The Crimean War, which happened during this period, also helped American commerce in the ocean carrying trade, because the French and English took up a great deal of their tonnage for transporting troops and military supplies during the years 1854, 1855, and 1856, and to a great extent the places of these ships were filled by vessels under the American flag.

All these causes combined to create marked activity in American ship-building.

To this might be added the effort to establish a trans-Atlantic steamship line under the American flag in opposition to the heavily subsidized Cunard Line. This was known as the Collins Line, and while the government aid lasted it held its own in competition with its British antagonists, but the subsidy was soon withdrawn, and with it the Collins Line collapsed.

On the whole, so far as American ocean commerce and ship-building are concerned, the decade of the 50’s was one of the most interesting in our history. During that period the Cramp concern built from the designs and under the superintendence of Charles H. Cramp a considerable number of important sailing merchant vessels, together with several steamers, mostly constructed for the coasting trade between the ports on the Atlantic and on the Gulf. Cramp also built during that period seven steamers for Spanish or Cuban account to be used in the coasting trade of the Spanish West Indies. They were called “Carolina,” “Cardenas,” “Alphonso,” “Union ‘Maisi,’” “General Armero,” and “Union No. 2.” The last one was not finished until the outbreak of the Rebellion, when she was taken possession of temporarily by the government and converted into a gun-boat, now in the navy list as the “Union.” An interesting incident in Mr. Cramp’s career was his visit to Havana for the purpose of delivering these ships. In their delivery and in making settlement for their construction he spent several months at Havana, where his knowledge of the Spanish language, in which he always retained considerable proficiency, was of great service to him.

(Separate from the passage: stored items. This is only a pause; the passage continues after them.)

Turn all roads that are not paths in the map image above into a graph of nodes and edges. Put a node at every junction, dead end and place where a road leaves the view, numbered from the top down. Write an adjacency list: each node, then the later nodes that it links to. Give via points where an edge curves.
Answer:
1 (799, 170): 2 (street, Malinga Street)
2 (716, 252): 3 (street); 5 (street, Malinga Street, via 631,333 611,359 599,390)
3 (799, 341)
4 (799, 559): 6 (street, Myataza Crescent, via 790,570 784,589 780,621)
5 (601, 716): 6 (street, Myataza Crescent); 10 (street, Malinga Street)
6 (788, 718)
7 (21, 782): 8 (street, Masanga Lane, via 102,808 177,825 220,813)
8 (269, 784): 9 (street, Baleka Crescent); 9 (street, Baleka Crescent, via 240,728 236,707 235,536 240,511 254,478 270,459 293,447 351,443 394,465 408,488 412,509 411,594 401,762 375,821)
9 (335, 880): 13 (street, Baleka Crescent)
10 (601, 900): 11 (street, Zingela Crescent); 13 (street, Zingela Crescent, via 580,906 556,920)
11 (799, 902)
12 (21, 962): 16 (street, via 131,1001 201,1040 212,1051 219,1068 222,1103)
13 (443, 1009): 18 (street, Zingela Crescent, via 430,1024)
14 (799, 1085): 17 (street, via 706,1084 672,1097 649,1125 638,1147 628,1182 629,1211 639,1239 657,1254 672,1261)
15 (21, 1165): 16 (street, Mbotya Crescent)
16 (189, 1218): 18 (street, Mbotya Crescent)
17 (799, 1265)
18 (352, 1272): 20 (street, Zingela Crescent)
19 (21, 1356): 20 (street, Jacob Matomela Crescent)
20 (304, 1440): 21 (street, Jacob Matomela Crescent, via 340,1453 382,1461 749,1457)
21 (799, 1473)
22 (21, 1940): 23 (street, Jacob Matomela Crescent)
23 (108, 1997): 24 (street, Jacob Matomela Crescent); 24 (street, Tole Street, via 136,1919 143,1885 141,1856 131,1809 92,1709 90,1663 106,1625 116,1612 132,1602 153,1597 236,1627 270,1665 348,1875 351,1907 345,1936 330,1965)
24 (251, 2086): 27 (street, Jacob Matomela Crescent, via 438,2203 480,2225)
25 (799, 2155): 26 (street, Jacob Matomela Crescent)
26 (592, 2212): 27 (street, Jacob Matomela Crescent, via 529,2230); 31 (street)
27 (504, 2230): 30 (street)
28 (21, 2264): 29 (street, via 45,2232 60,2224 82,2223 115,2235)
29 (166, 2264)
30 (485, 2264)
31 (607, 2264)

The first war vessel designed by Mr. Cramp was the “Libertador,” built for Venezuela. She was fitted with a pair of trunk engines by Messrs. Sutton & Smith, who were noted for their skill in building trunk and oscillating and other marine engines. She mounted a large pivot-gun on her quarter-deck, and when fired off on her trial trip at Market Street, the windows there were broken and the gun nearly kicked herself overboard.

We now arrive at the period of the Civil War, in the operations connected with which Mr. Cramp’s genius first became conspicuous in the broad or national sense.

The work hitherto described, although important in its time and place and under its conditions, which were those of peace, had really served little more than the purpose of a practical training-school to fit him for the broader and more comprehensive duties and responsibilities which the exigencies of the Civil War imposed.

At the outbreak of that struggle, optimistic statesmen, like Mr. Seward, dreamed that it would be over in ninety days. Those dreams went up in the smoke of the first Bull Run. Then the authorities at Washington awoke to the fact that they had on their hands a long and stubborn war.

It is a fact not generally known, or usually lost sight of, that during the first six months of the Civil War, that is to say from April to September, 1861, inclusive, the South raised and embodied a larger number of troops than the North did, and the scale in that respect did not turn until the government had begun to realize the results of its call for five hundred thousand men. But the problem that confronted our authorities was not military alone. It soon became clear to sagacious minds that a great sea power must be created as well as an overpowering force by land. It was a foregone conclusion that notwithstanding the great numerical disparity between the white population of the South and that of the North,—the proportion being about six millions in the South to twenty-five millions in the North,—it would be impossible to overcome them so long as their ports remained open. If the Southern people could continue without serious hindrance to exchange their cotton for European, principally English, arms, ammunition, military supplies, and munitions of war of all kinds, together with provisions and clothing of the kind which they had habitually imported, their armies could keep the field; their railroad system could be kept in fair running order, and the numerical superiority of the North must thereby to a great extent be neutralized. Therefore an effective blockade became an immediate and absolute necessity.

The total coast-line of the Confederacy, Atlantic Ocean and Gulf together, was three thousand six hundred miles long, measured in straight lines. The shore-line, or sinuosities, was considerably more than twice that length. It is a coast indented with numerous inland bays and estuaries, affording easy access to the immediate interior and safe refuge for their ships or the ships of those with whom they traded. Of course, a mere blockade by proclamation would not be respected by any foreign maritime power. Paper blockade so-called had been ruled out of consideration years before in solemn congress or conference of the Great Powers.